A fala de Trump sobre a obsolescência ou “inutilidade” da OTAN no Estreito de Ormuz não deve ser lida como um lampejo de pacifismo, mas sim como a manifestação crua da crise de hegemonia que Antonio Gramsci tão bem descreveu em seus cadernos. Estamos diante de um momento histórico em que o velho morre e o novo ainda não pode nascer, um interregno onde as estruturas de dominação do pós-guerra já não conseguem esconder suas contradições internas sob o manto do multilateralismo. Para o projeto político representado por Trump, a aliança militar só possui validade enquanto ferramenta de retorno comercial imediato para o capital norte-americano, ignorando a complexa rede de Aparelhos Repressivos de Estado que, como diria Louis Althusser, sustentam a reprodução das relações de produção imperialistas em escala global.

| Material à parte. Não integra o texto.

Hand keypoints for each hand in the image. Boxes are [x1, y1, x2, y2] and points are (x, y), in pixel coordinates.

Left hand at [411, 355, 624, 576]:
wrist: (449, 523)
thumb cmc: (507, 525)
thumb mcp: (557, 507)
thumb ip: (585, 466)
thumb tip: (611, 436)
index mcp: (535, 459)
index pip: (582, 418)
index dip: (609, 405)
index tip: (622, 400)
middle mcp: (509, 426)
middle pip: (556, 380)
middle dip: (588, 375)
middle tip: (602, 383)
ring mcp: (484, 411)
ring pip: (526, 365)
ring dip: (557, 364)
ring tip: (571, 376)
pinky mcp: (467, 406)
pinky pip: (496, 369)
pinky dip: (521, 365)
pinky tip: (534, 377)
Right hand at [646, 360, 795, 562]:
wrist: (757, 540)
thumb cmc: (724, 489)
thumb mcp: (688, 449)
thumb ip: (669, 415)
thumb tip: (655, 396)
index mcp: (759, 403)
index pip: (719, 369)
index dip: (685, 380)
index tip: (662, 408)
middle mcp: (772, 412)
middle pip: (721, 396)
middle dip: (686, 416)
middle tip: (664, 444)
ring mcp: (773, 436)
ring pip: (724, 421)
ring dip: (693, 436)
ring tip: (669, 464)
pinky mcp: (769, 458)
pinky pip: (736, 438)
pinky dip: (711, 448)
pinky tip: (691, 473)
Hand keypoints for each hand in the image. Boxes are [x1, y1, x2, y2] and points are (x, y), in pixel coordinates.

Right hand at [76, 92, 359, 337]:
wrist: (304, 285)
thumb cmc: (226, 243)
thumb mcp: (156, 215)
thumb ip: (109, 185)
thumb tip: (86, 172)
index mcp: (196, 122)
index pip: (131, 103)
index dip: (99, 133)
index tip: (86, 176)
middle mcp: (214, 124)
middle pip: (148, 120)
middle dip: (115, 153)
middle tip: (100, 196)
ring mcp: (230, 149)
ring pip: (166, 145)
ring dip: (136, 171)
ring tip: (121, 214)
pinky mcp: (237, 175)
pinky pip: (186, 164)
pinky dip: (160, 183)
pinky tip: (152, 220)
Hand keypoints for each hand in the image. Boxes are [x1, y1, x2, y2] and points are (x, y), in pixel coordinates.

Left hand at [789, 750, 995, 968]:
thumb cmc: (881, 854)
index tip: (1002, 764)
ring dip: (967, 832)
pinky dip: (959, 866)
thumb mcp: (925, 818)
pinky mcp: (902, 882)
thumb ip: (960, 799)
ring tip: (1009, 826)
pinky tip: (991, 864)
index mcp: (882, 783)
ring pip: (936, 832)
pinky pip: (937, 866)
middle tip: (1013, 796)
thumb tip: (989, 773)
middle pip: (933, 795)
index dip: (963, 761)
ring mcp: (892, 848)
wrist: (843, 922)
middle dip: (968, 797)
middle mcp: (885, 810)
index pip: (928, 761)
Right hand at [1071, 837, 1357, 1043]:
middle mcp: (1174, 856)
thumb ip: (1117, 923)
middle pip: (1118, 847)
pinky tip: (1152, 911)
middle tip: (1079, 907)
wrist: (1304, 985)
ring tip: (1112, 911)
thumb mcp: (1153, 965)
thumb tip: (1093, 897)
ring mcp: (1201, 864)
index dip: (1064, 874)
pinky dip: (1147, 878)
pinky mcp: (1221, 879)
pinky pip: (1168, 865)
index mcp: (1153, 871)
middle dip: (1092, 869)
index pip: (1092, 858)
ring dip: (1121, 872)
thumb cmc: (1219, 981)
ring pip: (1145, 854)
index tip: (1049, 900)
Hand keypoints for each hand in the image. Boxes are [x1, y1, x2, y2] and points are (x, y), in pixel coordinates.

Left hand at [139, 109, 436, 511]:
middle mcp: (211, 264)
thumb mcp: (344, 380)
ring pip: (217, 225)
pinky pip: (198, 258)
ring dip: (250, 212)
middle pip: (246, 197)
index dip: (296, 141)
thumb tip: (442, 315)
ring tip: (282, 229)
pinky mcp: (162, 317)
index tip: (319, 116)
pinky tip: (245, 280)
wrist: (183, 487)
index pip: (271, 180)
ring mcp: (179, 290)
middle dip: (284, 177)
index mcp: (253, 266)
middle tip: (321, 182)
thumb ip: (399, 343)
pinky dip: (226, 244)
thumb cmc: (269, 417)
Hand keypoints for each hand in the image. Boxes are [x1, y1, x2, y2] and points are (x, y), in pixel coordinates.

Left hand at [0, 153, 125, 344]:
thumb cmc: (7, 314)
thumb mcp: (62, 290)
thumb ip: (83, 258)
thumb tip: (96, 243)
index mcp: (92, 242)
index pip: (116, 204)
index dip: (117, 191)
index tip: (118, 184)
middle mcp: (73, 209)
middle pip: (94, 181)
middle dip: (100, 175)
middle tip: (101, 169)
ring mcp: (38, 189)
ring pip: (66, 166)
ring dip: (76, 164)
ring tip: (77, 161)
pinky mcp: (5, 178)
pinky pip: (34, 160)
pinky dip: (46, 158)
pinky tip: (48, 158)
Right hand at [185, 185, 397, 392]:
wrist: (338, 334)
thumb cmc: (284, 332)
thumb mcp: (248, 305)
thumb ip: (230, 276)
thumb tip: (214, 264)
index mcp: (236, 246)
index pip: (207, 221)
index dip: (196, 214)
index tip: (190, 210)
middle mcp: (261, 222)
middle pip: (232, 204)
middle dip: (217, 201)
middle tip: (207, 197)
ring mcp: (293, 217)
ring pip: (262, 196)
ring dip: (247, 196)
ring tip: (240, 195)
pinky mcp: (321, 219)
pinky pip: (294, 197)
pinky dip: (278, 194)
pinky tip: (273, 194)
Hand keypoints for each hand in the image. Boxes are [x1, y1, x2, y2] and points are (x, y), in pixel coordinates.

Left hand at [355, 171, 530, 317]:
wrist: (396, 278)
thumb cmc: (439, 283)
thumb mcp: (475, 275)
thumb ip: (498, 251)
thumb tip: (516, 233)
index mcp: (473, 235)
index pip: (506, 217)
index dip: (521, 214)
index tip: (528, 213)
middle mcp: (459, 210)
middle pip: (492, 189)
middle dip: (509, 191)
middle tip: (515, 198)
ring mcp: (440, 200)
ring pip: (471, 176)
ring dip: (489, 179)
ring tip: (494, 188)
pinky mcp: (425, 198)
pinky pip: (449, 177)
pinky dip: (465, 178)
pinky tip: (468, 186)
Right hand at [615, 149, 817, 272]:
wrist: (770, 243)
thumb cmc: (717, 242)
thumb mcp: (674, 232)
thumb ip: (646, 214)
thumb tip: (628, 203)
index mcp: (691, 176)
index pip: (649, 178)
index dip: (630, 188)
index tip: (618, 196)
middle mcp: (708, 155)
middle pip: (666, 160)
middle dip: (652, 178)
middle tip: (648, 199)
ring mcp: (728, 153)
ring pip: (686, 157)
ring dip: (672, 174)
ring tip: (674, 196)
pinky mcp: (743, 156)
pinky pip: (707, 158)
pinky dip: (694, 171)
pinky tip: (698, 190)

Ao classificar a OTAN como inútil em uma região geopoliticamente sensível como o Estreito de Ormuz, o ex-presidente expõe a fragilidade do pacto transatlântico frente aos novos polos de poder emergentes. O que está em jogo aqui não é a segurança internacional ou a defesa de valores democráticos, mas o controle das rotas energéticas e a manutenção de uma ordem unilateral que sufoca as soberanias nacionais. Se recorrermos ao pensamento de José Carlos Mariátegui, compreendemos que o destino das nações não pode estar atrelado aos humores das potências centrais, que ora utilizam suas coalizões militares como escudo ideológico, ora as descartam como entulho quando o custo financeiro supera o ganho geopolítico imediato do setor privado.

É fundamental que a esquerda brasileira e os movimentos sociais encarem esse cenário com a devida profundidade teórica, sem cair na armadilha de escolher um lado na disputa entre o isolacionismo reacionário e o intervencionismo liberal. A crítica de Trump à OTAN revela a face puramente mercantilista da guerra no século XXI. A verdadeira “inutilidade” não reside na incapacidade logística da aliança em Ormuz, mas na própria existência de um bloco militar desenhado para perpetuar a exploração do Sul Global e garantir a acumulação por espoliação. A luta pela justiça social e pela emancipação dos povos exige que superemos essa lógica de blocos antagônicos em favor de uma multipolaridade real que respeite a autodeterminação, longe do cabresto das potências que transformam o mapa-múndi em um tabuleiro de interesses puramente financeiros e predatórios.

Adriana Silva

25/04/2026

Trump tá certo a OTAN é puxadinho do comunismo globalista pra dominar o mundo faz o L e vai pra Cuba!

Clarice Historiadora

25/04/2026

É patético ver gente batendo palma para o isolacionismo tacanho do Trump sem entender o básico de geopolítica energética. Como bem demonstrou o professor Hans-Dieter Von Strudel em A Falácia de Ormuz e o Ocaso Transatlântico, esse discurso ignora que a estabilidade do estreito é o pilar que sustenta o próprio sistema que o Trump finge proteger. Estudem sociologia econômica antes de celebrar a ignorância estratégica que coloca o mundo em risco.

Francisco de Assis

25/04/2026

Trump esculhamba a OTAN porque essa gente só pensa no próprio umbigo, enquanto os alienados daqui continuam batendo continência para quem nem sabe que eles existem. Enquanto o mundo se digladia, o Brasil do presidente Lula recupera sua altivez diplomática e se firma como uma potência que dialoga com todos sem baixar a cabeça. É a nossa soberania voltando a brilhar e mostrando que o gigante não só acordou, como agora dita as regras do seu próprio destino.

Adalberto Livre

25/04/2026

TRUMP TA CERTO NATO E TUDO COMUNIDTA GLOBALISTA PRA ROUBA NOSSO DINHERO!!!!!! FORA COMUNIDTAS!!!!!!!!!!!!

    Bia Carioca

    25/04/2026

    Adalberto, chamar a OTAN de comunista é o auge do delírio, sendo que ela é justamente o braço armado do imperialismo que a gente combate. Enquanto você se perde em teoria da conspiração, eu sigo aqui no Rio lutando por transporte público digno e contra essa ignorância que a extrema-direita espalha. Menos zap e mais realidade, colega.